A DANGEROUS situation has developed because Garda Representative Association general secretary PJ Stone and his executive appear determined to transform the association into a trade union. If the withdrawal of labour is formally recognised as legitimate action, who will uphold the law and protect citizens? In promoting this agenda, Mr Stone has ignored the findings of the Morris tribunal into Garda corruption in Co Donegal and challenged the authority of both the Garda Commissioner Fachtna Murphy and Minister for Justice Dermot Ahern.

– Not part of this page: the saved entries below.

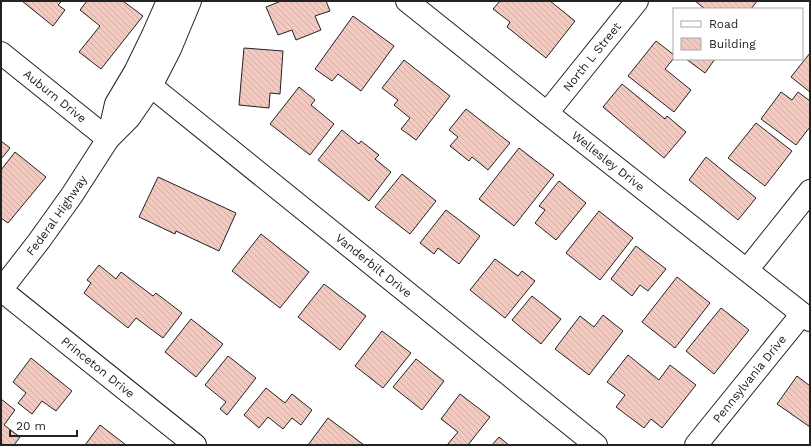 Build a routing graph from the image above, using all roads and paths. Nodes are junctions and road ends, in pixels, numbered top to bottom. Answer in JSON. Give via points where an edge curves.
{"nodes":[{"id":1,"x":168,"y":1,"type":"edge"},
{"id":2,"x":190,"y":1,"type":"edge"},
{"id":3,"x":407,"y":1,"type":"edge"},
{"id":4,"x":637,"y":1,"type":"edge"},
{"id":5,"x":1,"y":54,"type":"edge"},
{"id":6,"x":151,"y":86,"type":"junction"},
{"id":7,"x":547,"y":113,"type":"junction"},
{"id":8,"x":108,"y":139,"type":"junction"},
{"id":9,"x":810,"y":191,"type":"edge"},
{"id":10,"x":747,"y":270,"type":"junction"},
{"id":11,"x":1,"y":290,"type":"edge"},
{"id":12,"x":806,"y":317,"type":"edge"},
{"id":13,"x":195,"y":445,"type":"edge"},
{"id":14,"x":596,"y":445,"type":"edge"},
{"id":15,"x":696,"y":445,"type":"edge"}],
"edges":[{"from":1,"to":8,"type":"street","name":"Federal Highway","via":[[138,66],[116,104]]},
{"from":2,"to":6,"type":"street","name":"Federal Highway"},
{"from":3,"to":7,"type":"street","name":"Wellesley Drive"},
{"from":4,"to":7,"type":"street","name":"North L Street"},
{"from":5,"to":8,"type":"street","name":"Auburn Drive"},
{"from":6,"to":8,"type":"street","name":"Federal Highway","via":[[129,118]]},
{"from":6,"to":14,"type":"street","name":"Vanderbilt Drive"},
{"from":7,"to":10,"type":"street","name":"Wellesley Drive"},
{"from":8,"to":11,"type":"street","name":"Federal Highway","via":[[72,195]]},
{"from":9,"to":10,"type":"street"},
{"from":10,"to":12,"type":"street","name":"Wellesley Drive"},
{"from":11,"to":13,"type":"street","name":"Princeton Drive"},
{"from":12,"to":15,"type":"street","name":"Pennsylvania Drive"}]}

All Garda recruits make a solemn declaration to discharge their duties with fairness, integrity and impartiality and to uphold the Constitution and the laws of the land. Those laws are quite specific concerning themselves. They cannot engage in strike action or withdraw their labour. It is a fundamental requirement. If some members now feel they cannot uphold that oath, they have the option to resign. Flouting the law in order to protest against Government decisions is not acceptable.

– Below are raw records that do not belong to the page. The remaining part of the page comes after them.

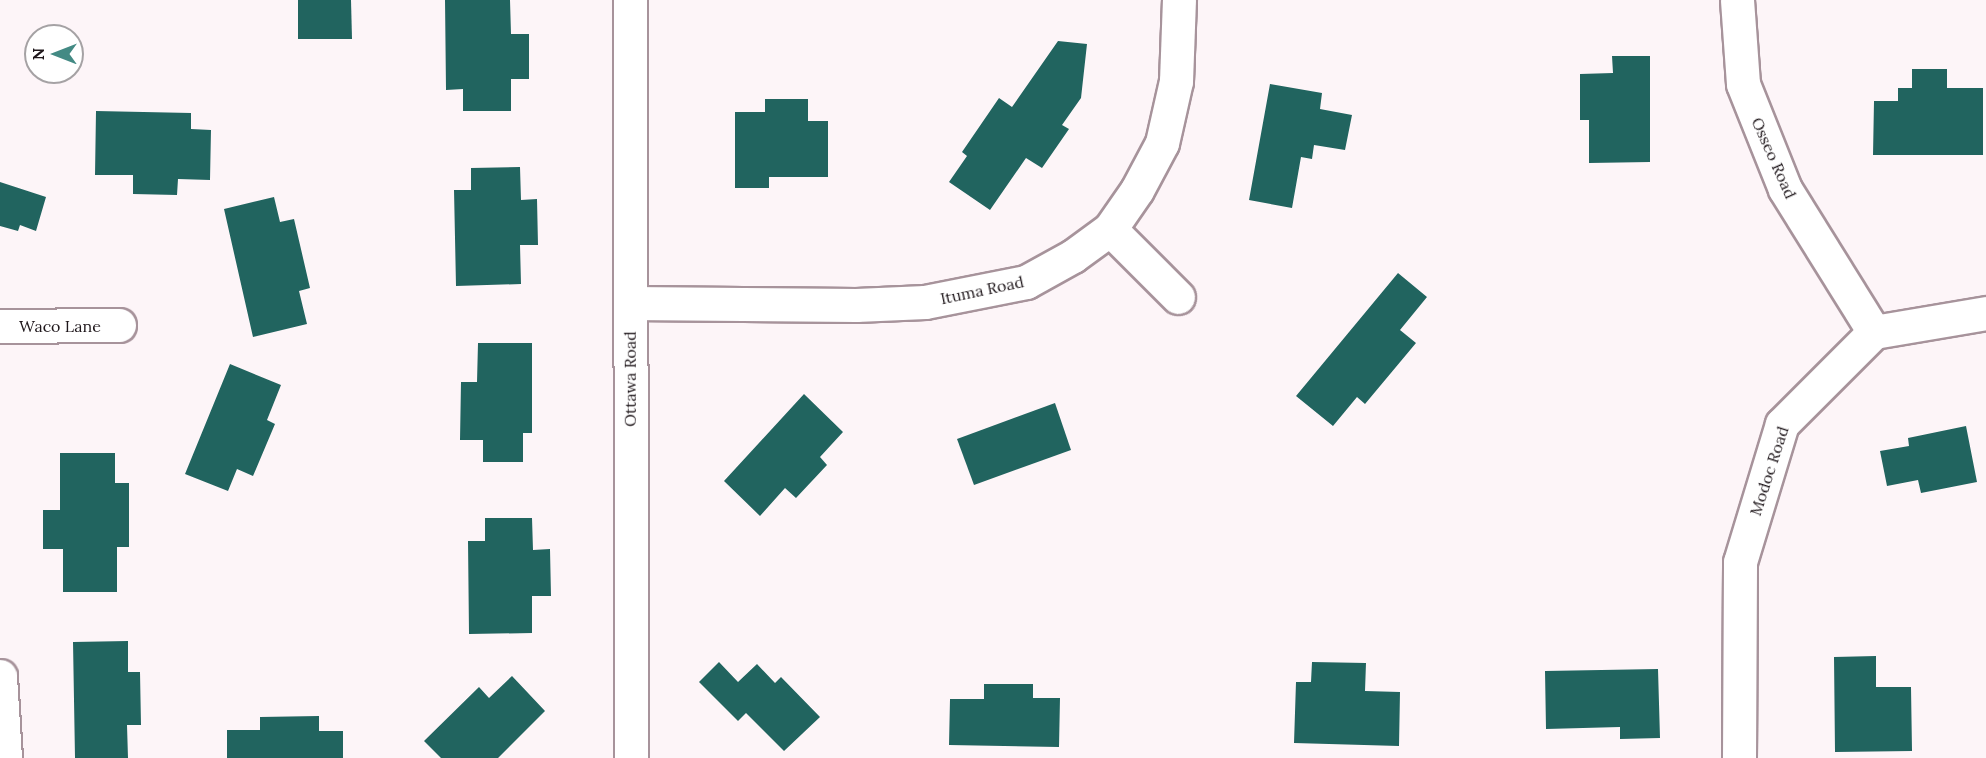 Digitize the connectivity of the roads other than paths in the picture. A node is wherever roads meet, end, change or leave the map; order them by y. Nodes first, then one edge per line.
1 (630, 0) edge
2 (1179, 0) edge
3 (1737, 0) edge
4 (1110, 229) junction
5 (1178, 297) dead end
6 (630, 303) junction
7 (1986, 313) edge
8 (119, 325) dead end
9 (0, 326) edge
10 (1874, 332) junction
11 (0, 676) edge
12 (5, 758) edge
13 (631, 758) edge
14 (1738, 758) edge

1 - 6 street, Ottawa Road
2 - 4 street, Ituma Road
3 - 10 street, Osseo Road
4 - 5 street
4 - 6 street, Ituma Road
6 - 13 street, Ottawa Road
7 - 10 street
8 - 9 street, Waco Lane
10 - 14 street, Modoc Road
11 - 12 street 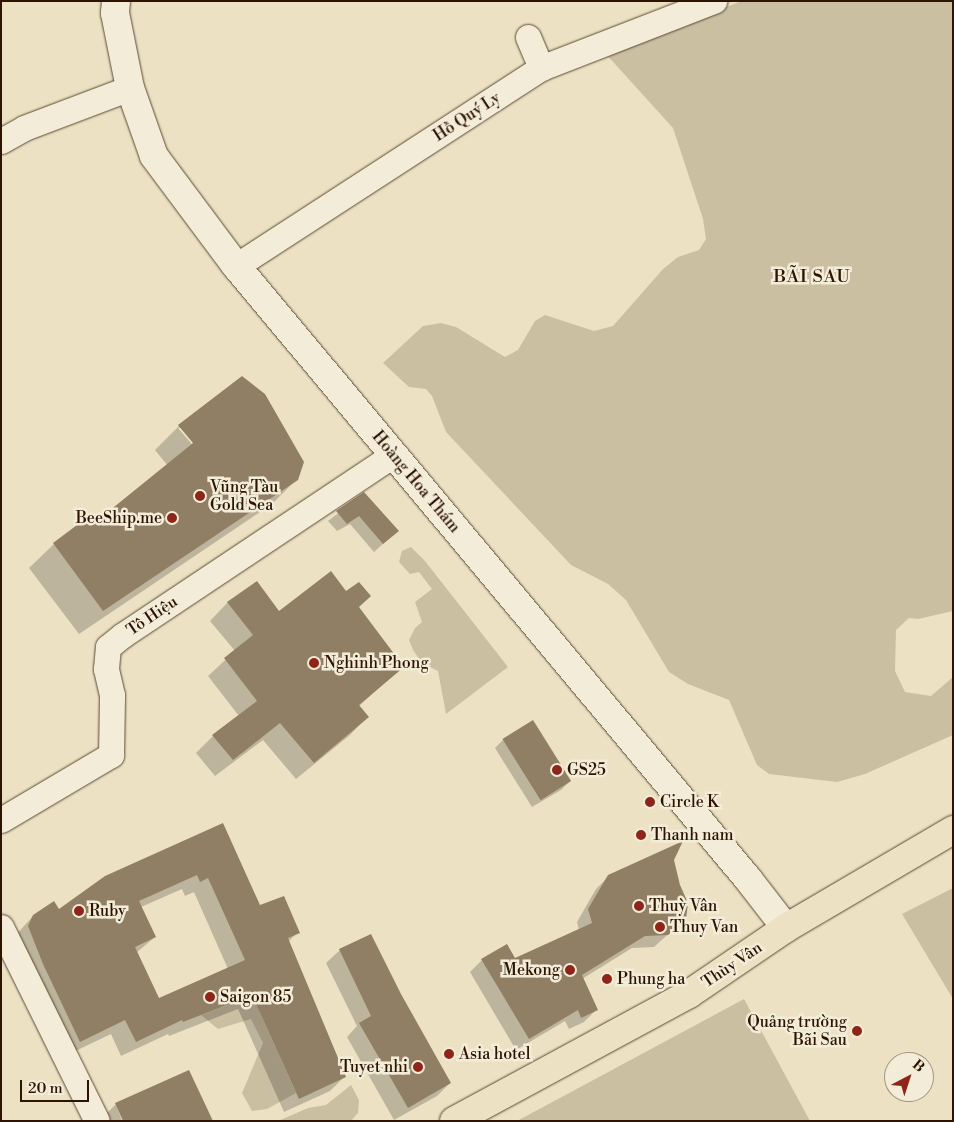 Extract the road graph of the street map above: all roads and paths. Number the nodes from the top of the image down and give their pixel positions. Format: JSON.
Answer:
{"nodes":[{"id":1,"x":116,"y":1,"type":"edge"},
{"id":2,"x":714,"y":1,"type":"edge"},
{"id":3,"x":528,"y":37,"type":"dead end"},
{"id":4,"x":541,"y":68,"type":"junction"},
{"id":5,"x":130,"y":88,"type":"junction"},
{"id":6,"x":1,"y":141,"type":"edge"},
{"id":7,"x":236,"y":266,"type":"junction"},
{"id":8,"x":394,"y":455,"type":"junction"},
{"id":9,"x":1,"y":820,"type":"edge"},
{"id":10,"x":953,"y":830,"type":"edge"},
{"id":11,"x":1,"y":927,"type":"edge"},
{"id":12,"x":786,"y":928,"type":"junction"},
{"id":13,"x":97,"y":1121,"type":"edge"},
{"id":14,"x":454,"y":1121,"type":"edge"}],
"edges":[{"from":1,"to":5,"type":"main road","name":"Hoàng Hoa Thám"},
{"from":2,"to":4,"type":"street","name":"Hồ Quý Ly"},
{"from":3,"to":4,"type":"street"},
{"from":4,"to":7,"type":"street","name":"Hồ Quý Ly"},
{"from":5,"to":6,"type":"street"},
{"from":5,"to":7,"type":"main road","name":"Hoàng Hoa Thám"},
{"from":7,"to":8,"type":"main road","name":"Hoàng Hoa Thám"},
{"from":8,"to":9,"type":"street","name":"Tô Hiệu"},
{"from":8,"to":12,"type":"main road","name":"Hoàng Hoa Thám"},
{"from":10,"to":12,"type":"main road","name":"Thùy Vân"},
{"from":11,"to":13,"type":"street"},
{"from":12,"to":14,"type":"main road","name":"Thùy Vân"}]}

Members of the Garda Síochána have served this State well. Born out of the civil war, their oath of allegiance requires members not to join a political party. That ban on direct political involvement has been of tremendous importance in making the force universally acceptable. A blurring of that boundary at this time, through deliberate GRA strategy, is an unfortunate development. Gardaí do a difficult and often dangerous job. They have never been ordinary State employees. Entrusted with special powers and obligations, they enjoy a high level of status and public confidence.

Their anger over Government mismanagement of the economy and cuts in pay is understandable. Nobody appreciates worsening conditions. But the manner in which this anger has been shaped and directed by the GRA in its ambition to become a trade union is disturbing. The conference theme: “angry, betrayed and disillusioned” set the tone. Then, outgoing president Michael O’Boyce accused Fianna Fáil and the Government of being corrupt and “bought” by bankers and speculators. It was all carefully orchestrated. A copy of the speech was circulated to the Minister in advance and it appears that when Mr Ahern objected to the political nature of the content and indicated this could prevent his attendance, his representations were ignored. The document was released to the media and Mr Stone subsequently contrived a standing ovation for Mr O’Boyce and his undelivered speech.

If gardaí should not play politics with these issues, neither should politicians. A decision by Fine Gael’s spokesman on justice Charlie Flanagan to criticise the Minister’s withdrawal from the conference as “childish” and to imply approval for the GRA was an appalling misjudgment. Four years ago, Mr Stone declared: “we don’t want to become involved in politics…it simply would not be right”. It still isn’t. Similarly, the Morris tribunal warned that treating the GRA as a trade union would undermine Garda discipline and was likely to lead to disaster. Mr Stone should think again.